今回は幹に大きな負担がかかる作業を行ったため、芽切りは行いません。幹を曲げることで、樹が水分や栄養を吸い上げる道が一時的に阻害されている可能性があります。この状態で芽切りを行うと、新しい芽が出ずに樹が枯れてしまうリスクが高まります。過去に、この作業と芽切りを同時に行い、樹を枯らしてしまった経験があるため、特に注意が必要です。

枝の整理と針金かけ

幹曲げ後、幹の新しい曲線に合わせて枝の針金かけを行います。枝をねじることで、より自然で望ましい位置に配置することができます。針金同士が交差しないよう、丁寧に巻き付けてください。不要な枝は、ジンにはせず、少し残して自然に枯れるように処理します。

完成形を想像する

今回の作業で、幹がほぼ180度近くまで大きく曲がりました。現在は枝が混み合って見えますが、来年以降に芽切りを行い、枝を整えることで、理想の盆栽としての姿が現れてきます。幹の持つ荒々しい肌や独特の曲がりを活かし、魅力的な盆栽へと育てていきましょう。

まとめ

7月という時期でも、赤松の太い幹を安全に曲げることは可能です。重要なのは、以下のポイントを徹底することです。

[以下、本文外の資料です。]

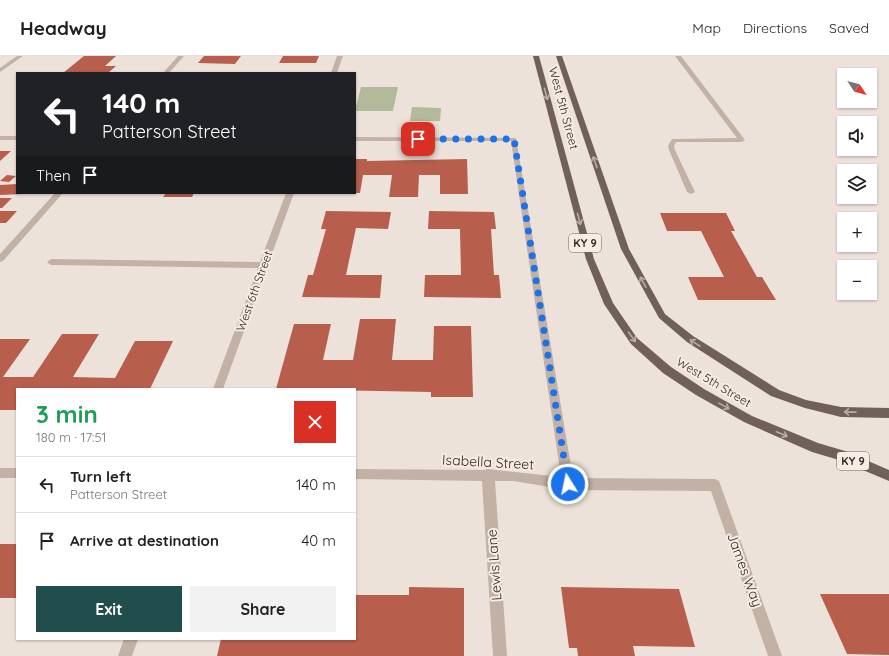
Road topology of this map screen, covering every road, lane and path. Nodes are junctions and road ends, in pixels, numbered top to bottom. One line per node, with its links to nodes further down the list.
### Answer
1 (20, 56): 7 (street)
2 (181, 56): 8 (street)
3 (340, 56): 9 (street)
4 (536, 56): 25 (main road, West 5th Street / KY 9, one-way to 25)
5 (559, 56): 20 (main road, West 5th Street / KY 9, one-way to 5)
6 (678, 56): 13 (street)
7 (0, 70)
8 (167, 72)
9 (334, 72)
10 (0, 138): 11 (street)
11 (16, 138)
12 (356, 139): 26 (street)
13 (691, 192)
14 (58, 194): 16 (street)
15 (290, 194): 18 (street, West 6th Street)
16 (0, 259)
17 (51, 262): 18 (street)
18 (264, 265): 19 (street, West 6th Street)
19 (218, 388)
20 (889, 413)
21 (0, 473): 22 (street)
22 (16, 473)
23 (356, 474): 24 (street, Isabella Street)
24 (488, 474): 26 (street, Isabella Street); 30 (street, Lewis Lane)
25 (889, 476)
26 (568, 484): 27 (street, Isabella Street)
27 (715, 485): 31 (street, James Way)
28 (131, 640): 29 (street)
29 (125, 656)
30 (500, 656)
31 (776, 656)

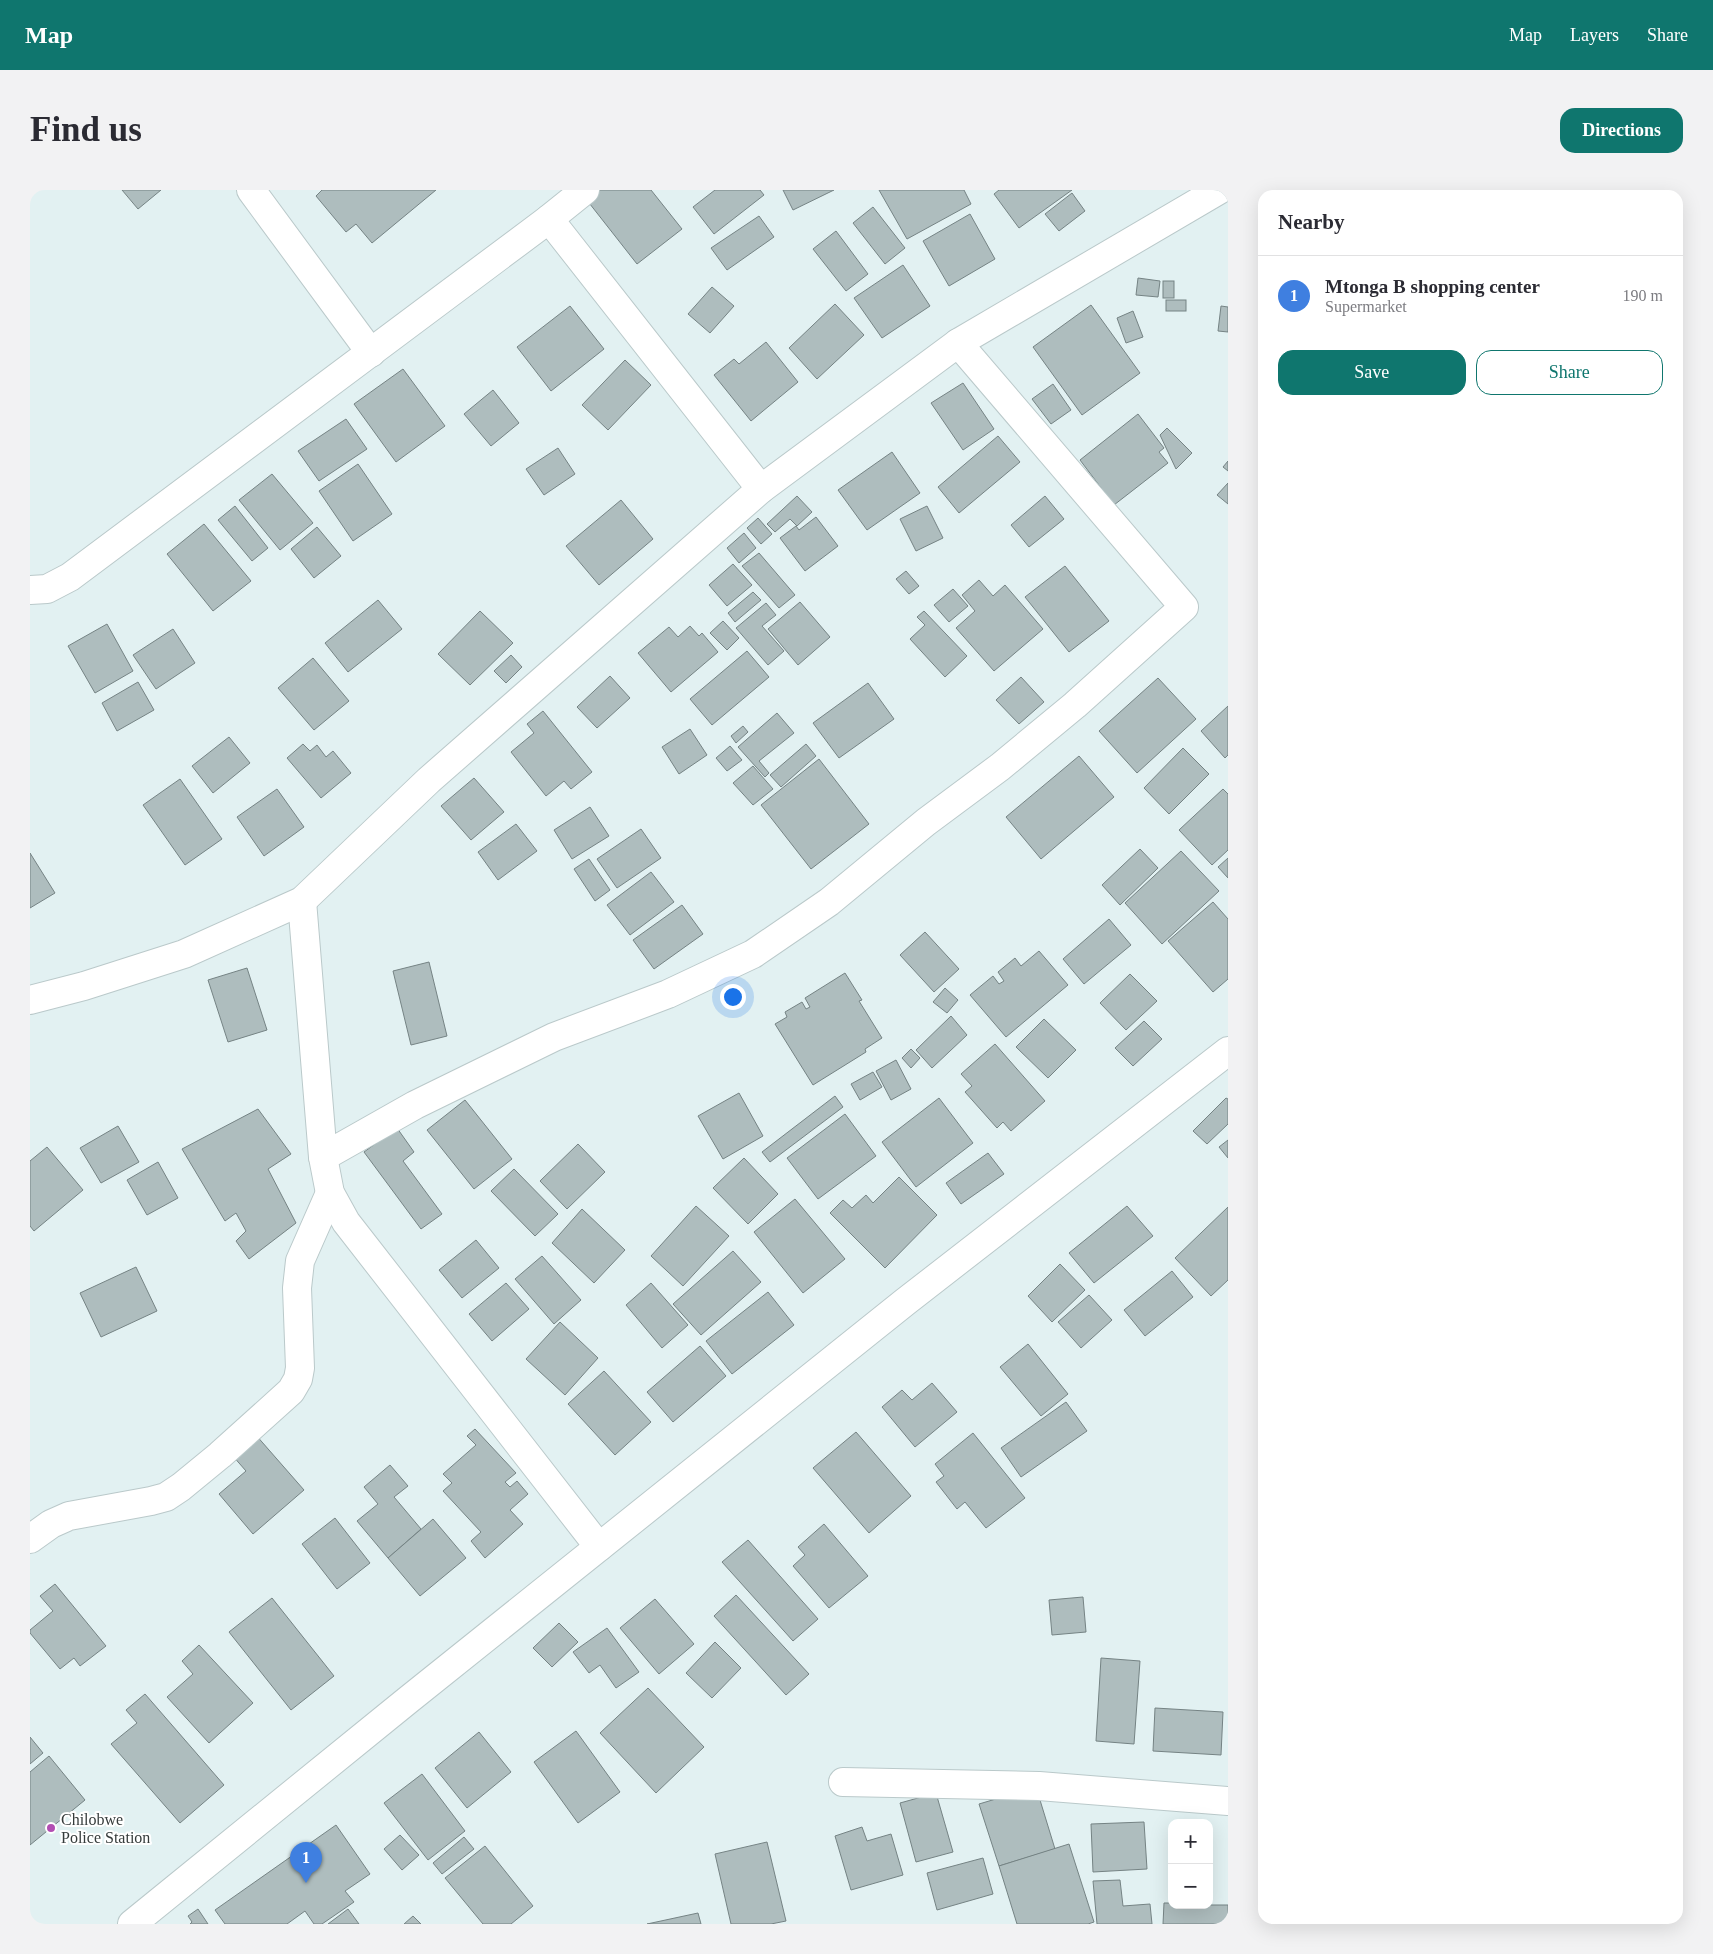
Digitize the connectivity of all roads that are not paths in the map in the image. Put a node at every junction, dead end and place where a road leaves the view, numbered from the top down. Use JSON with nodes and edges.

  • 徹底した保護: アルミ線とラフィアで幹を隙間なく保護し、樹皮と形成層の分離を防ぐ。
  • ねじりながら曲げる: 幹の繊維をねじることで、折れを防ぐ。
  • 適切な道具の活用: 鉄の棒やジャッキを使い、無理なく力を加える。
  • 作業後の注意: 樹に負担をかけすぎないよう、芽切りは避ける。

太く間延びした赤松も、今回の方法を試すことで、魅力的な盆栽へと生まれ変わらせることができます。特に畑で育った樹は比較的幹が柔らかく、作業がしやすい傾向があります。山採りなど幹が硬い樹でも、適切な保護と時間をかければ、素晴らしい曲がりを実現できるでしょう。この技術が、皆さんの盆栽制作の一助となれば幸いです。